*** Opening of EXERCISE MATERIAL ***

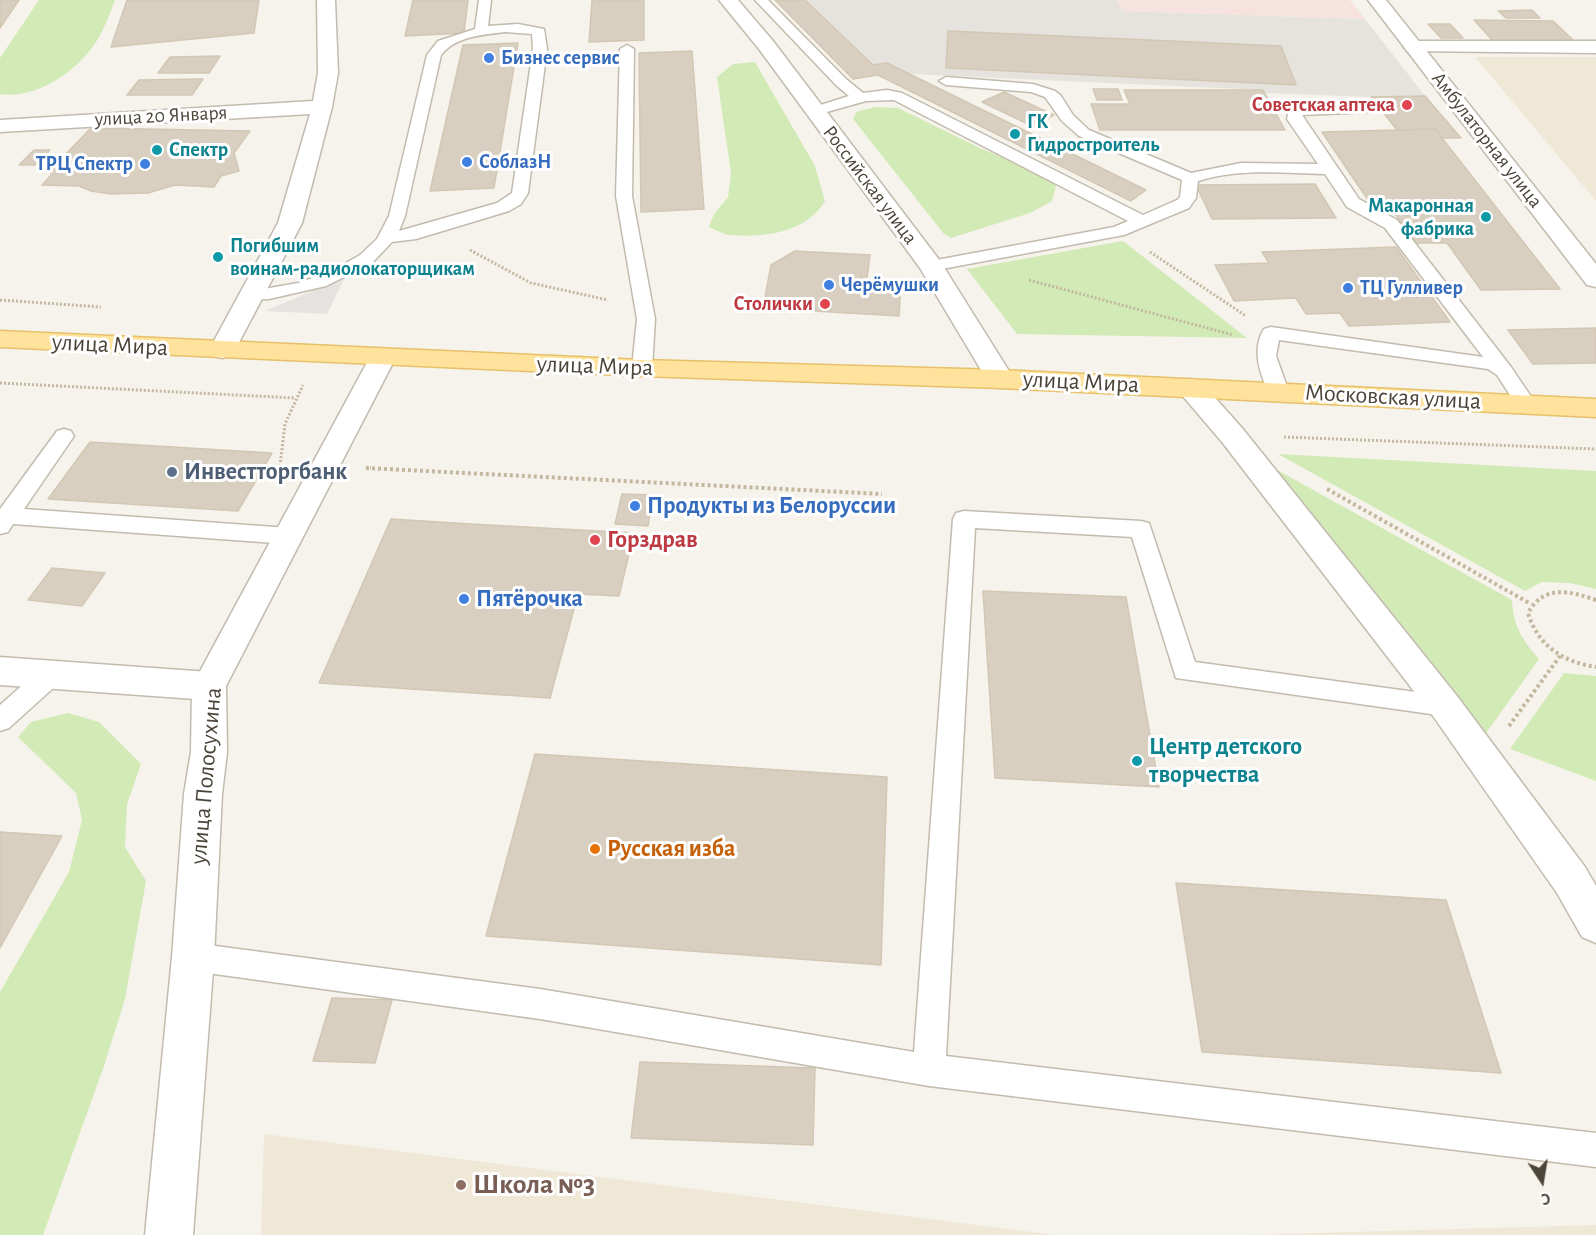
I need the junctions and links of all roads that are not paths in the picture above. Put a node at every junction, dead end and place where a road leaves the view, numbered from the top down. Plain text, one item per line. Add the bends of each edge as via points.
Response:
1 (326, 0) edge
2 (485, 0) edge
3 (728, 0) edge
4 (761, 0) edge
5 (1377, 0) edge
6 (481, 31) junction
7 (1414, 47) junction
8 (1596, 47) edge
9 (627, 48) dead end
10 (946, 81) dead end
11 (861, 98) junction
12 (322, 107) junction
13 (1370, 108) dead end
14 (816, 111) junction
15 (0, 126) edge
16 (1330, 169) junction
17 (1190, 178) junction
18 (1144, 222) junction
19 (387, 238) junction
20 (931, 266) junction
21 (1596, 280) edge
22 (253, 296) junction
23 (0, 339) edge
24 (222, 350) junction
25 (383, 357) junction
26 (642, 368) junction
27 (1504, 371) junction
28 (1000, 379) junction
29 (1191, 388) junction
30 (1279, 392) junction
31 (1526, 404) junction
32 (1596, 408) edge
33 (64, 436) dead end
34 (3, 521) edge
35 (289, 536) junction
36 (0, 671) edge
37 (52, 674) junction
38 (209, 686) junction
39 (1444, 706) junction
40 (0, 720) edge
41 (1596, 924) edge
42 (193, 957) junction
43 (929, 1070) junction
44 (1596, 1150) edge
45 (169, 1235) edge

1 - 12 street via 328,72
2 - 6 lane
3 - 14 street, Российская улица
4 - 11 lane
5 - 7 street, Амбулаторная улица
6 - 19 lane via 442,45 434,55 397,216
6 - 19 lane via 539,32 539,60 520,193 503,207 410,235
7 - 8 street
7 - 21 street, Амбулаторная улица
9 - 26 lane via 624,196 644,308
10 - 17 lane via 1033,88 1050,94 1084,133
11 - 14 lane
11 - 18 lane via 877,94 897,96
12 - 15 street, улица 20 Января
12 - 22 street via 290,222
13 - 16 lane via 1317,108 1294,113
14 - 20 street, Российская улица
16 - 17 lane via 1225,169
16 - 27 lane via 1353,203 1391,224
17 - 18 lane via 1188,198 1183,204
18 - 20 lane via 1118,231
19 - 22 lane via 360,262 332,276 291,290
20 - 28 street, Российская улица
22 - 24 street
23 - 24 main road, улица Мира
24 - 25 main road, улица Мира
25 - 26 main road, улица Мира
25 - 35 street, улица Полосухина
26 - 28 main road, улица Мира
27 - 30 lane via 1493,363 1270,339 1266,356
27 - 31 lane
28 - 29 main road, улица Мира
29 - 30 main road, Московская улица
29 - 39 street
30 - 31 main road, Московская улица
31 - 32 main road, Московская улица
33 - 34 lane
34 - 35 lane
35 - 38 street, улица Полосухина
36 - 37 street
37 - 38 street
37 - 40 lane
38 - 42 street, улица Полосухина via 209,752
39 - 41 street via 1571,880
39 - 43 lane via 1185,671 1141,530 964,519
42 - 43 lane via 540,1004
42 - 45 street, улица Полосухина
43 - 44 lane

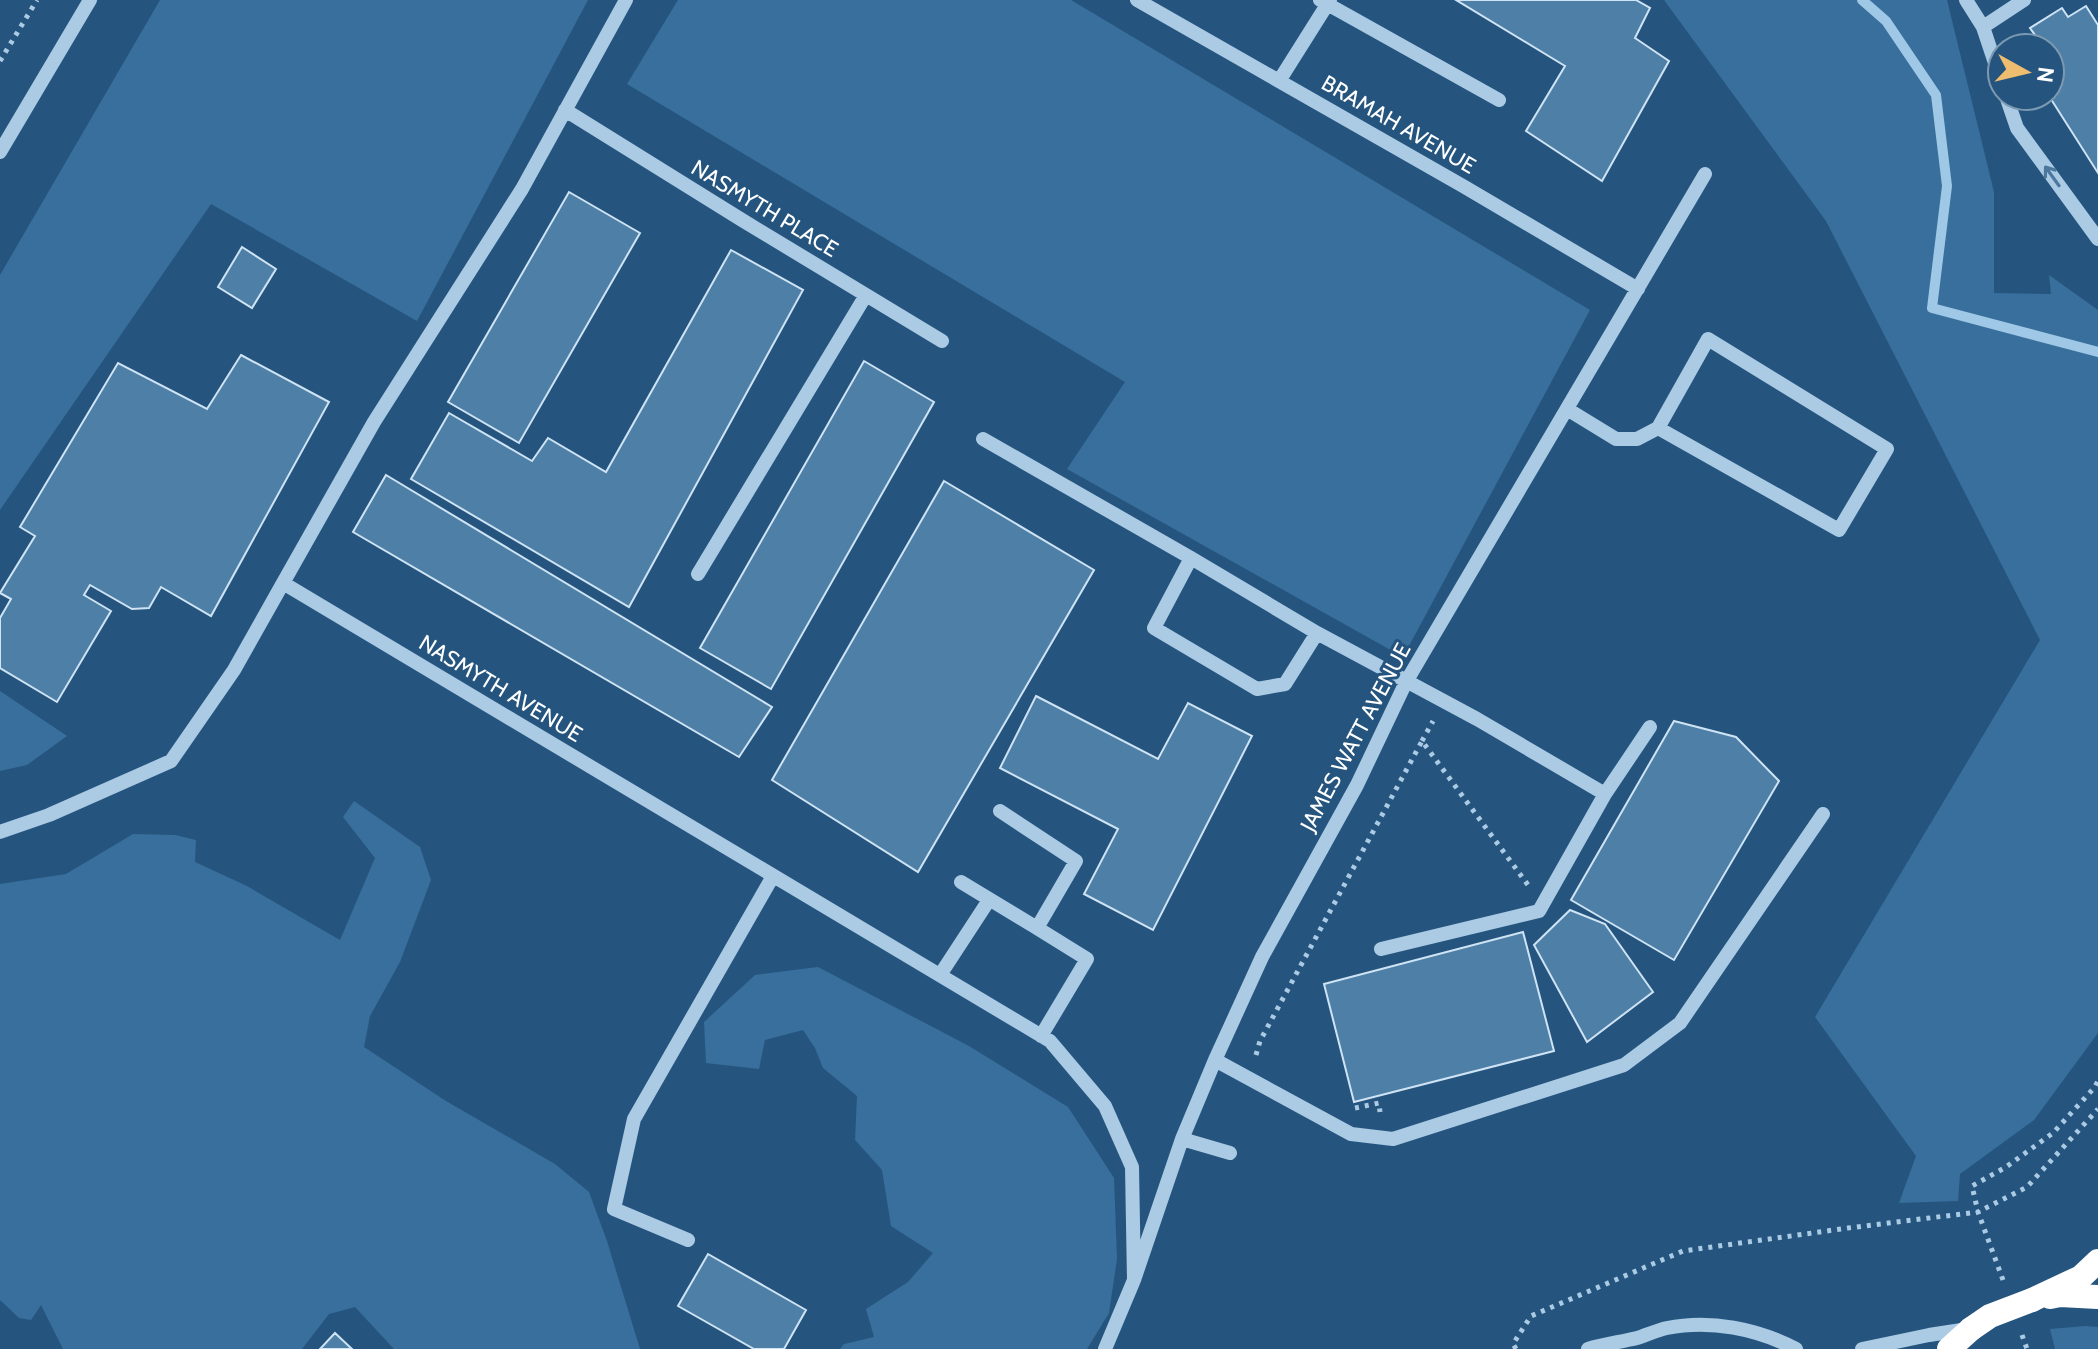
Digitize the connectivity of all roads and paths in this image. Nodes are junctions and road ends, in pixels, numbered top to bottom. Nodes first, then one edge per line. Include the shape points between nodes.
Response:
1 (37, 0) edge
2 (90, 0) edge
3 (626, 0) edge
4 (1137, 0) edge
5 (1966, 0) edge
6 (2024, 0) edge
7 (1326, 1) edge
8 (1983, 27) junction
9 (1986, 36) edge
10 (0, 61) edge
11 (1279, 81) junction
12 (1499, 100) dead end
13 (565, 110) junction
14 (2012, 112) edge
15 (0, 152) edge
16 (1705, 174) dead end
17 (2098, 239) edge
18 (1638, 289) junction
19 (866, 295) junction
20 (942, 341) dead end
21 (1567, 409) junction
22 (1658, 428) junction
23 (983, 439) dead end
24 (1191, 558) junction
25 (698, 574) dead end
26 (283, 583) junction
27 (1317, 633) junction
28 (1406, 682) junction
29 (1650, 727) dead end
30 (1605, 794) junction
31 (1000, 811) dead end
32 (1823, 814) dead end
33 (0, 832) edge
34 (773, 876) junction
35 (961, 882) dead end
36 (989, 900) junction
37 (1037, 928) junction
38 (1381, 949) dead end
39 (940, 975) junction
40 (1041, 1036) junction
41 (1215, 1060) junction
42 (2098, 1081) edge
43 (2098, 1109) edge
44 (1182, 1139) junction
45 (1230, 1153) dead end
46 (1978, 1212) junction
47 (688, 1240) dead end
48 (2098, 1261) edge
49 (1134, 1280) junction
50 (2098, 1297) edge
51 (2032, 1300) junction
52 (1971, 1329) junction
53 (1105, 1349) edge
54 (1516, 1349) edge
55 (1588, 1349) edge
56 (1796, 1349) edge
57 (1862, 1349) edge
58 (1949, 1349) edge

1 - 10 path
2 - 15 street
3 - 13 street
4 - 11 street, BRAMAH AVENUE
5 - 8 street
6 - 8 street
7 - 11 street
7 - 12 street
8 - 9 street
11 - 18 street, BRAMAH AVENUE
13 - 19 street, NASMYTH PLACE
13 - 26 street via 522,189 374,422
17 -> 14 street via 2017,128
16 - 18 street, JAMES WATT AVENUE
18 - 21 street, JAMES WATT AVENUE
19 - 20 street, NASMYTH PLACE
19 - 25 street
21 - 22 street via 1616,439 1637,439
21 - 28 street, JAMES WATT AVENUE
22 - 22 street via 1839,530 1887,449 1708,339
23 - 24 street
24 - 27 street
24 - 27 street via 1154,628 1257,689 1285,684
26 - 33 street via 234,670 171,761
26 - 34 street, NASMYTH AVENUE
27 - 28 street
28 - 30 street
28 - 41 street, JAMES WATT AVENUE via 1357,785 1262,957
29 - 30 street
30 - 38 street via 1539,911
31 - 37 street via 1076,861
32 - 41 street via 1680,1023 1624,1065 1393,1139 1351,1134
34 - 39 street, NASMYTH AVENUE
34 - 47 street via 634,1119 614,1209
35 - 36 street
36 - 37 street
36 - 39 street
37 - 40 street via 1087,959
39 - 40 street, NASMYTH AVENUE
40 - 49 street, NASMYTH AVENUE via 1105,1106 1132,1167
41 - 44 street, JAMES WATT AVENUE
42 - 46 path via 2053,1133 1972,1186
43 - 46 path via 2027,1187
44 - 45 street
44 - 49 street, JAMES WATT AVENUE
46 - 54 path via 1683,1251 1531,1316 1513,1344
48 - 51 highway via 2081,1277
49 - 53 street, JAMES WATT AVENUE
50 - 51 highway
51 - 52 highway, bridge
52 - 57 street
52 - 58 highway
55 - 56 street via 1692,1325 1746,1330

*** Close of EXERCISE MATERIAL ***

## INSTRUCTIONS TO FOLLOW
Although the records contain pictures, only the text should be copied, exactly as it stands.

## ANSWER BELOW
I need the junctions and links of all roads that are not paths in the picture above. Put a node at every junction, dead end and place where a road leaves the view, numbered from the top down. Plain text, one item per line. Add the bends of each edge as via points.
Response:
1 (326, 0) edge
2 (485, 0) edge
3 (728, 0) edge
4 (761, 0) edge
5 (1377, 0) edge
6 (481, 31) junction
7 (1414, 47) junction
8 (1596, 47) edge
9 (627, 48) dead end
10 (946, 81) dead end
11 (861, 98) junction
12 (322, 107) junction
13 (1370, 108) dead end
14 (816, 111) junction
15 (0, 126) edge
16 (1330, 169) junction
17 (1190, 178) junction
18 (1144, 222) junction
19 (387, 238) junction
20 (931, 266) junction
21 (1596, 280) edge
22 (253, 296) junction
23 (0, 339) edge
24 (222, 350) junction
25 (383, 357) junction
26 (642, 368) junction
27 (1504, 371) junction
28 (1000, 379) junction
29 (1191, 388) junction
30 (1279, 392) junction
31 (1526, 404) junction
32 (1596, 408) edge
33 (64, 436) dead end
34 (3, 521) edge
35 (289, 536) junction
36 (0, 671) edge
37 (52, 674) junction
38 (209, 686) junction
39 (1444, 706) junction
40 (0, 720) edge
41 (1596, 924) edge
42 (193, 957) junction
43 (929, 1070) junction
44 (1596, 1150) edge
45 (169, 1235) edge

1 - 12 street via 328,72
2 - 6 lane
3 - 14 street, Российская улица
4 - 11 lane
5 - 7 street, Амбулаторная улица
6 - 19 lane via 442,45 434,55 397,216
6 - 19 lane via 539,32 539,60 520,193 503,207 410,235
7 - 8 street
7 - 21 street, Амбулаторная улица
9 - 26 lane via 624,196 644,308
10 - 17 lane via 1033,88 1050,94 1084,133
11 - 14 lane
11 - 18 lane via 877,94 897,96
12 - 15 street, улица 20 Января
12 - 22 street via 290,222
13 - 16 lane via 1317,108 1294,113
14 - 20 street, Российская улица
16 - 17 lane via 1225,169
16 - 27 lane via 1353,203 1391,224
17 - 18 lane via 1188,198 1183,204
18 - 20 lane via 1118,231
19 - 22 lane via 360,262 332,276 291,290
20 - 28 street, Российская улица
22 - 24 street
23 - 24 main road, улица Мира
24 - 25 main road, улица Мира
25 - 26 main road, улица Мира
25 - 35 street, улица Полосухина
26 - 28 main road, улица Мира
27 - 30 lane via 1493,363 1270,339 1266,356
27 - 31 lane
28 - 29 main road, улица Мира
29 - 30 main road, Московская улица
29 - 39 street
30 - 31 main road, Московская улица
31 - 32 main road, Московская улица
33 - 34 lane
34 - 35 lane
35 - 38 street, улица Полосухина
36 - 37 street
37 - 38 street
37 - 40 lane
38 - 42 street, улица Полосухина via 209,752
39 - 41 street via 1571,880
39 - 43 lane via 1185,671 1141,530 964,519
42 - 43 lane via 540,1004
42 - 45 street, улица Полосухина
43 - 44 lane

Digitize the connectivity of all roads and paths in this image. Nodes are junctions and road ends, in pixels, numbered top to bottom. Nodes first, then one edge per line. Include the shape points between nodes.
Response:
1 (37, 0) edge
2 (90, 0) edge
3 (626, 0) edge
4 (1137, 0) edge
5 (1966, 0) edge
6 (2024, 0) edge
7 (1326, 1) edge
8 (1983, 27) junction
9 (1986, 36) edge
10 (0, 61) edge
11 (1279, 81) junction
12 (1499, 100) dead end
13 (565, 110) junction
14 (2012, 112) edge
15 (0, 152) edge
16 (1705, 174) dead end
17 (2098, 239) edge
18 (1638, 289) junction
19 (866, 295) junction
20 (942, 341) dead end
21 (1567, 409) junction
22 (1658, 428) junction
23 (983, 439) dead end
24 (1191, 558) junction
25 (698, 574) dead end
26 (283, 583) junction
27 (1317, 633) junction
28 (1406, 682) junction
29 (1650, 727) dead end
30 (1605, 794) junction
31 (1000, 811) dead end
32 (1823, 814) dead end
33 (0, 832) edge
34 (773, 876) junction
35 (961, 882) dead end
36 (989, 900) junction
37 (1037, 928) junction
38 (1381, 949) dead end
39 (940, 975) junction
40 (1041, 1036) junction
41 (1215, 1060) junction
42 (2098, 1081) edge
43 (2098, 1109) edge
44 (1182, 1139) junction
45 (1230, 1153) dead end
46 (1978, 1212) junction
47 (688, 1240) dead end
48 (2098, 1261) edge
49 (1134, 1280) junction
50 (2098, 1297) edge
51 (2032, 1300) junction
52 (1971, 1329) junction
53 (1105, 1349) edge
54 (1516, 1349) edge
55 (1588, 1349) edge
56 (1796, 1349) edge
57 (1862, 1349) edge
58 (1949, 1349) edge

1 - 10 path
2 - 15 street
3 - 13 street
4 - 11 street, BRAMAH AVENUE
5 - 8 street
6 - 8 street
7 - 11 street
7 - 12 street
8 - 9 street
11 - 18 street, BRAMAH AVENUE
13 - 19 street, NASMYTH PLACE
13 - 26 street via 522,189 374,422
17 -> 14 street via 2017,128
16 - 18 street, JAMES WATT AVENUE
18 - 21 street, JAMES WATT AVENUE
19 - 20 street, NASMYTH PLACE
19 - 25 street
21 - 22 street via 1616,439 1637,439
21 - 28 street, JAMES WATT AVENUE
22 - 22 street via 1839,530 1887,449 1708,339
23 - 24 street
24 - 27 street
24 - 27 street via 1154,628 1257,689 1285,684
26 - 33 street via 234,670 171,761
26 - 34 street, NASMYTH AVENUE
27 - 28 street
28 - 30 street
28 - 41 street, JAMES WATT AVENUE via 1357,785 1262,957
29 - 30 street
30 - 38 street via 1539,911
31 - 37 street via 1076,861
32 - 41 street via 1680,1023 1624,1065 1393,1139 1351,1134
34 - 39 street, NASMYTH AVENUE
34 - 47 street via 634,1119 614,1209
35 - 36 street
36 - 37 street
36 - 39 street
37 - 40 street via 1087,959
39 - 40 street, NASMYTH AVENUE
40 - 49 street, NASMYTH AVENUE via 1105,1106 1132,1167
41 - 44 street, JAMES WATT AVENUE
42 - 46 path via 2053,1133 1972,1186
43 - 46 path via 2027,1187
44 - 45 street
44 - 49 street, JAMES WATT AVENUE
46 - 54 path via 1683,1251 1531,1316 1513,1344
48 - 51 highway via 2081,1277
49 - 53 street, JAMES WATT AVENUE
50 - 51 highway
51 - 52 highway, bridge
52 - 57 street
52 - 58 highway
55 - 56 street via 1692,1325 1746,1330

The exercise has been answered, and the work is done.